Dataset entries
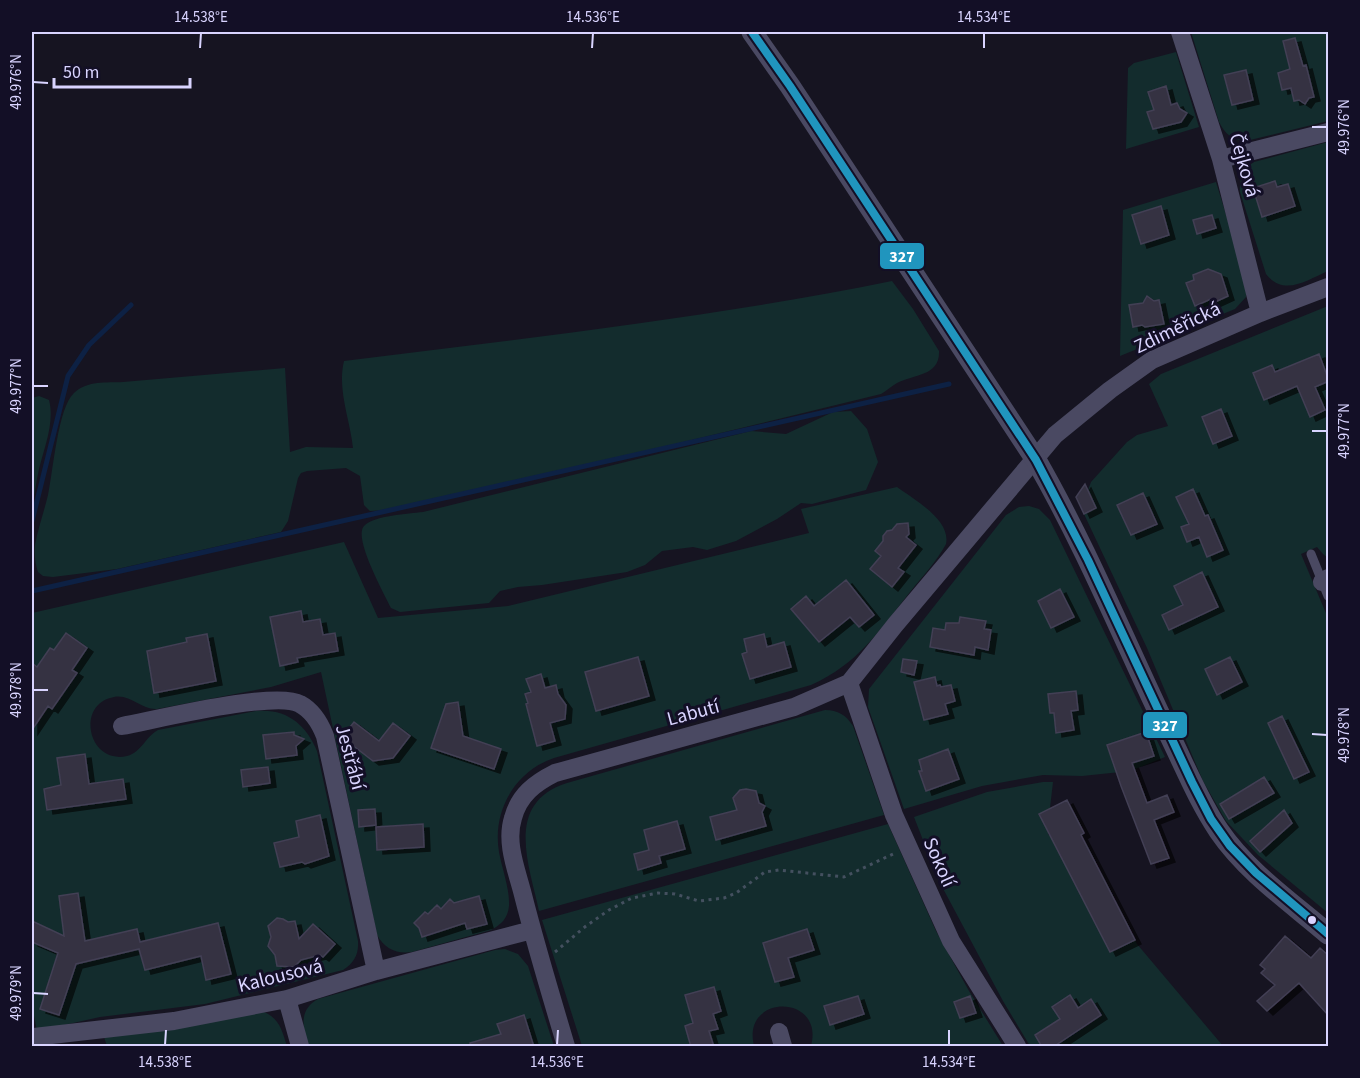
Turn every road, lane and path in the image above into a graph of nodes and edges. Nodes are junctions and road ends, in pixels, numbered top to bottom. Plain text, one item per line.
1 (752, 32) edge
2 (1180, 32) edge
3 (1329, 132) edge
4 (1221, 159) junction
5 (1329, 287) edge
6 (1260, 313) junction
7 (1036, 459) junction
8 (1311, 554) dead end
9 (1326, 585) edge
10 (849, 683) junction
11 (122, 726) dead end
12 (909, 848) junction
13 (532, 930) junction
14 (1329, 934) edge
15 (540, 959) junction
16 (376, 971) junction
17 (287, 999) junction
18 (34, 1037) dead end
19 (300, 1047) edge
20 (566, 1047) edge
21 (1017, 1047) edge

1 - 7 street
2 - 4 street, Čejková
3 - 4 street
4 - 6 street, Čejková
5 - 6 street, Zdiměřická
6 - 7 street, Zdiměřická
7 - 10 street, Labutí
7 - 14 street
8 - 9 lane
10 - 12 street, Sokolí
10 - 13 street, Labutí
11 - 16 street, Jestřábí
12 - 15 path
12 - 21 street, Sokolí
13 - 15 street, Labutí
13 - 16 street, Kalousová
15 - 20 street, Labutí
16 - 17 street, Kalousová
17 - 18 street, Kalousová
17 - 19 street

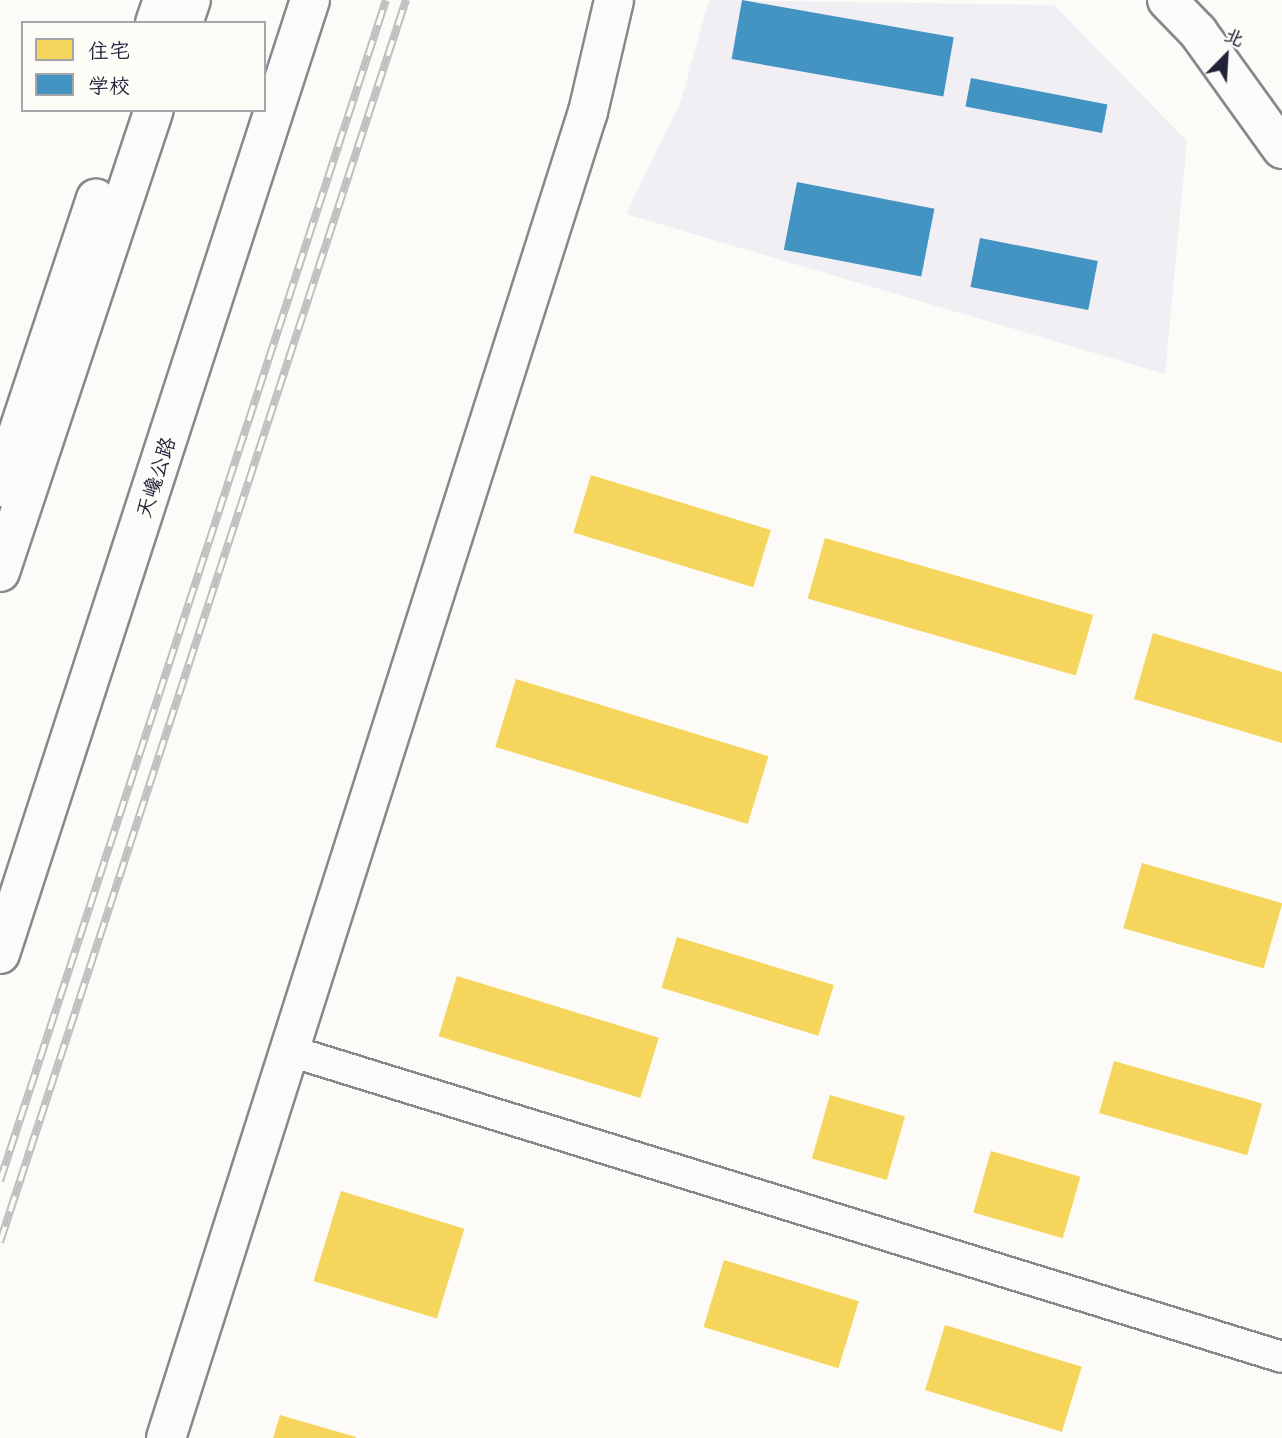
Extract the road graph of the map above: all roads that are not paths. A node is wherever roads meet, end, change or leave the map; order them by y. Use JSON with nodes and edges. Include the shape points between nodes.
{"nodes":[{"id":1,"x":163,"y":0,"type":"edge"},
{"id":2,"x":191,"y":0,"type":"edge"},
{"id":3,"x":310,"y":0,"type":"edge"},
{"id":4,"x":614,"y":0,"type":"edge"},
{"id":5,"x":1167,"y":0,"type":"edge"},
{"id":6,"x":156,"y":21,"type":"edge"},
{"id":7,"x":184,"y":21,"type":"edge"},
{"id":8,"x":125,"y":112,"type":"edge"},
{"id":9,"x":153,"y":112,"type":"edge"},
{"id":10,"x":1282,"y":149,"type":"edge"},
{"id":11,"x":0,"y":487,"type":"edge"},
{"id":12,"x":0,"y":572,"type":"edge"},
{"id":13,"x":0,"y":954,"type":"edge"},
{"id":14,"x":290,"y":1051,"type":"junction"},
{"id":15,"x":1282,"y":1357,"type":"edge"},
{"id":16,"x":166,"y":1438,"type":"edge"}],
"edges":[{"from":1,"to":6,"type":"main road"},
{"from":2,"to":7,"type":"main road"},
{"from":3,"to":13,"type":"main road","name":"天巉公路"},
{"from":4,"to":14,"type":"main road","via":[[588,112]]},
{"from":5,"to":10,"type":"main road","via":[[1198,32]]},
{"from":8,"to":11,"type":"main road"},
{"from":9,"to":12,"type":"main road"},
{"from":14,"to":15,"type":"street"},
{"from":14,"to":16,"type":"main road"}]}
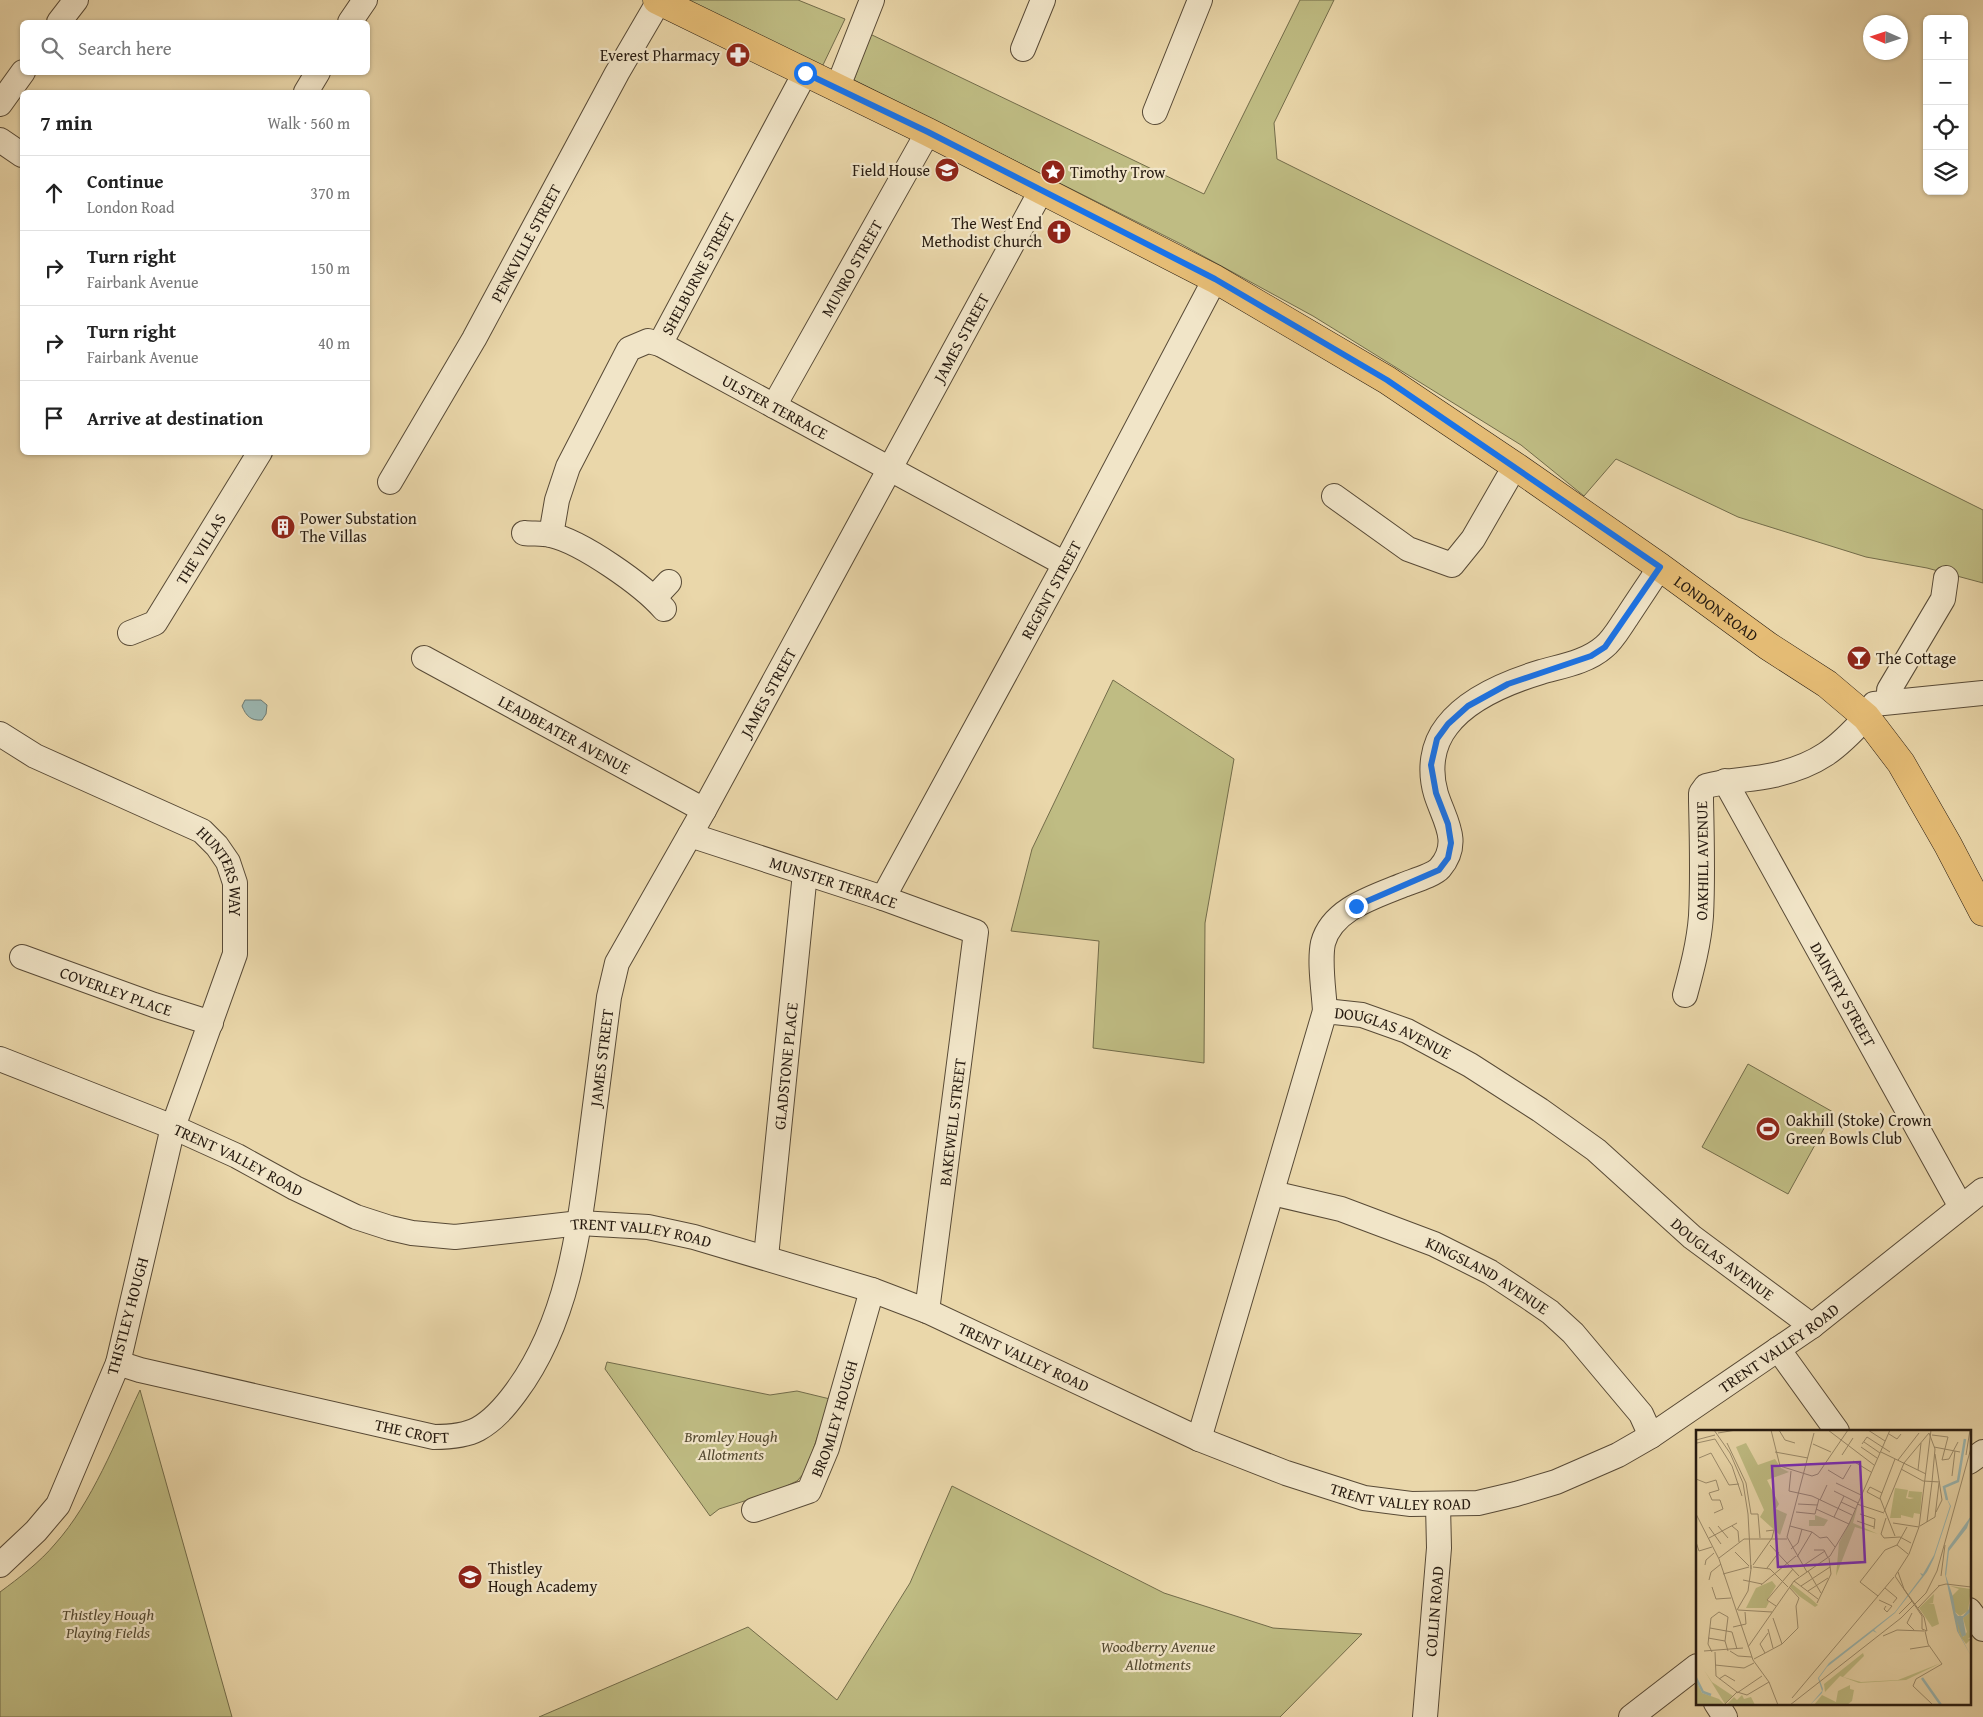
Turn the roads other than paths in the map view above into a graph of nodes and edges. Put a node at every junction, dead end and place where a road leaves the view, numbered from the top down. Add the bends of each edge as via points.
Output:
1 (76, 0) edge
2 (364, 0) edge
3 (658, 0) edge
4 (872, 0) edge
5 (1043, 0) edge
6 (1198, 1) edge
7 (61, 20) edge
8 (351, 20) edge
9 (1023, 49) dead end
10 (805, 73) junction
11 (21, 75) edge
12 (316, 75) edge
13 (838, 89) junction
14 (307, 90) edge
15 (0, 104) edge
16 (1155, 112) dead end
17 (928, 132) junction
18 (0, 140) edge
19 (20, 155) edge
20 (1042, 189) junction
21 (1215, 279) junction
22 (660, 344) junction
23 (774, 406) junction
24 (258, 455) edge
25 (1515, 466) junction
26 (890, 468) junction
27 (390, 482) dead end
28 (1334, 496) dead end
29 (524, 533) dead end
30 (551, 535) junction
31 (1064, 564) junction
32 (1660, 567) junction
33 (1946, 578) dead end
34 (662, 596) dead end
35 (130, 632) dead end
36 (424, 658) dead end
37 (1983, 693) edge
38 (1890, 702) junction
39 (1861, 713) junction
40 (0, 734) edge
41 (1725, 781) junction
42 (704, 810) junction
43 (690, 835) junction
44 (805, 874) junction
45 (883, 898) junction
46 (1983, 912) edge
47 (976, 932) joint
48 (22, 957) dead end
49 (1685, 995) dead end
50 (1325, 1011) junction
51 (211, 1023) junction
52 (0, 1059) edge
53 (173, 1127) junction
54 (1983, 1190) edge
55 (1272, 1193) junction
56 (1961, 1207) junction
57 (580, 1223) junction
58 (766, 1257) junction
59 (872, 1290) junction
60 (927, 1311) junction
61 (1812, 1326) junction
62 (1778, 1349) junction
63 (118, 1363) junction
64 (1835, 1430) edge
65 (1651, 1436) junction
66 (1199, 1439) junction
67 (1983, 1452) edge
68 (1970, 1461) edge
69 (1438, 1505) junction
70 (754, 1510) dead end
71 (0, 1565) edge
72 (1970, 1611) edge
73 (1983, 1629) edge
74 (1696, 1669) edge
75 (1717, 1704) edge
76 (1425, 1717) edge
77 (1631, 1717) edge
78 (1725, 1717) edge

1 - 7 street
2 - 8 street
3 - 10 main road, LONDON ROAD
3 - 27 street, PENKVILLE STREET via 474,339
4 - 13 street
5 - 9 street
6 - 16 street
10 - 13 main road, LONDON ROAD
10 - 22 street, SHELBURNE STREET
11 - 15 street
12 - 14 street
13 - 17 main road, LONDON ROAD
17 - 20 main road, LONDON ROAD
17 - 23 street, MUNRO STREET
18 - 19 street
20 - 21 main road, LONDON ROAD
20 - 26 street, JAMES STREET
21 - 25 main road, LONDON ROAD via 1387,380
21 - 31 street, REGENT STREET
22 - 23 street, ULSTER TERRACE
22 - 30 street, SHELBURNE STREET via 648,341 629,349 568,467 557,500
23 - 26 street, ULSTER TERRACE
24 - 35 street, THE VILLAS via 155,623
25 - 28 street via 1473,539 1452,565 1408,549
25 - 32 main road, LONDON ROAD
26 - 31 street, ULSTER TERRACE
26 - 42 street, JAMES STREET
29 - 30 street
30 - 34 street via 576,545
31 - 45 street, REGENT STREET
32 - 39 main road, LONDON ROAD via 1768,646 1827,684
32 - 50 street via 1605,647 1591,656 1508,684 1468,706 1448,724 1437,739 1431,765 1436,793 1448,824 1451,843 1448,858 1439,870 1356,906 1335,921 1323,943
33 - 38 street via 1943,599 1889,690
36 - 42 street, LEADBEATER AVENUE
37 - 38 street
38 - 39 street via 1872,704
39 - 41 street, OAKHILL AVENUE via 1845,740 1813,763 1773,775
39 - 46 main road, LONDON ROAD via 1902,763
40 - 51 street, HUNTERS WAY via 35,756 202,831 217,846 228,862 235,883 235,954
41 - 49 street, OAKHILL AVENUE via 1706,786 1701,793 1701,917
41 - 56 street, DAINTRY STREET
42 - 43 street, JAMES STREET
43 - 44 street, MUNSTER TERRACE
43 - 57 street, JAMES STREET via 617,963 609,997
44 - 45 street, MUNSTER TERRACE
44 - 58 street, GLADSTONE PLACE
45 - 47 street, MUNSTER TERRACE
47 - 60 street, BAKEWELL STREET
48 - 51 street, COVERLEY PLACE
50 - 55 street, DOUGLAS AVENUE
50 - 61 street, DOUGLAS AVENUE via 1362,1015 1407,1031 1470,1065 1540,1110 1596,1150 1692,1237
51 - 53 street, HUNTERS WAY
52 - 53 street, TRENT VALLEY ROAD
53 - 57 street, TRENT VALLEY ROAD via 237,1156 338,1209 390,1228 455,1237
53 - 63 street, THISTLEY HOUGH
54 - 56 street, TRENT VALLEY ROAD
55 - 65 street, KINGSLAND AVENUE via 1341,1209 1434,1244 1490,1272 1550,1312 1573,1333 1641,1414
55 - 66 street, DOUGLAS AVENUE
56 - 61 street, TRENT VALLEY ROAD
57 - 58 street, TRENT VALLEY ROAD via 648,1227
57 - 63 street, THE CROFT via 563,1296 545,1345 504,1408 477,1429 449,1437 434,1437
58 - 59 street, TRENT VALLEY ROAD
59 - 60 street, TRENT VALLEY ROAD
59 - 70 street, BROMLEY HOUGH via 827,1448 809,1491
60 - 66 street, TRENT VALLEY ROAD
61 - 62 street, TRENT VALLEY ROAD
62 - 64 street
62 - 65 street, TRENT VALLEY ROAD
63 - 71 street, THISTLEY HOUGH via 58,1505
65 - 69 street, TRENT VALLEY ROAD via 1618,1455 1556,1482 1478,1503
66 - 69 street, TRENT VALLEY ROAD via 1286,1474 1364,1498
67 - 68 street
69 - 76 street, COLLIN ROAD via 1439,1548
72 - 73 street
74 - 77 street
75 - 78 street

◆ EXERCISE BRIEF ◆
Would you write out exactly the lines above, starting at the line containing "Extract the road" and stopping after the line containing "Turn the roads"? Omit the pictures.

◆ PROBLEM SOLUTION ◆
Extract the road graph of the map above: all roads that are not paths. A node is wherever roads meet, end, change or leave the map; order them by y. Use JSON with nodes and edges. Include the shape points between nodes.
{"nodes":[{"id":1,"x":163,"y":0,"type":"edge"},
{"id":2,"x":191,"y":0,"type":"edge"},
{"id":3,"x":310,"y":0,"type":"edge"},
{"id":4,"x":614,"y":0,"type":"edge"},
{"id":5,"x":1167,"y":0,"type":"edge"},
{"id":6,"x":156,"y":21,"type":"edge"},
{"id":7,"x":184,"y":21,"type":"edge"},
{"id":8,"x":125,"y":112,"type":"edge"},
{"id":9,"x":153,"y":112,"type":"edge"},
{"id":10,"x":1282,"y":149,"type":"edge"},
{"id":11,"x":0,"y":487,"type":"edge"},
{"id":12,"x":0,"y":572,"type":"edge"},
{"id":13,"x":0,"y":954,"type":"edge"},
{"id":14,"x":290,"y":1051,"type":"junction"},
{"id":15,"x":1282,"y":1357,"type":"edge"},
{"id":16,"x":166,"y":1438,"type":"edge"}],
"edges":[{"from":1,"to":6,"type":"main road"},
{"from":2,"to":7,"type":"main road"},
{"from":3,"to":13,"type":"main road","name":"天巉公路"},
{"from":4,"to":14,"type":"main road","via":[[588,112]]},
{"from":5,"to":10,"type":"main road","via":[[1198,32]]},
{"from":8,"to":11,"type":"main road"},
{"from":9,"to":12,"type":"main road"},
{"from":14,"to":15,"type":"street"},
{"from":14,"to":16,"type":"main road"}]}
Turn the roads other than paths in the map view above into a graph of nodes and edges. Put a node at every junction, dead end and place where a road leaves the view, numbered from the top down. Add the bends of each edge as via points.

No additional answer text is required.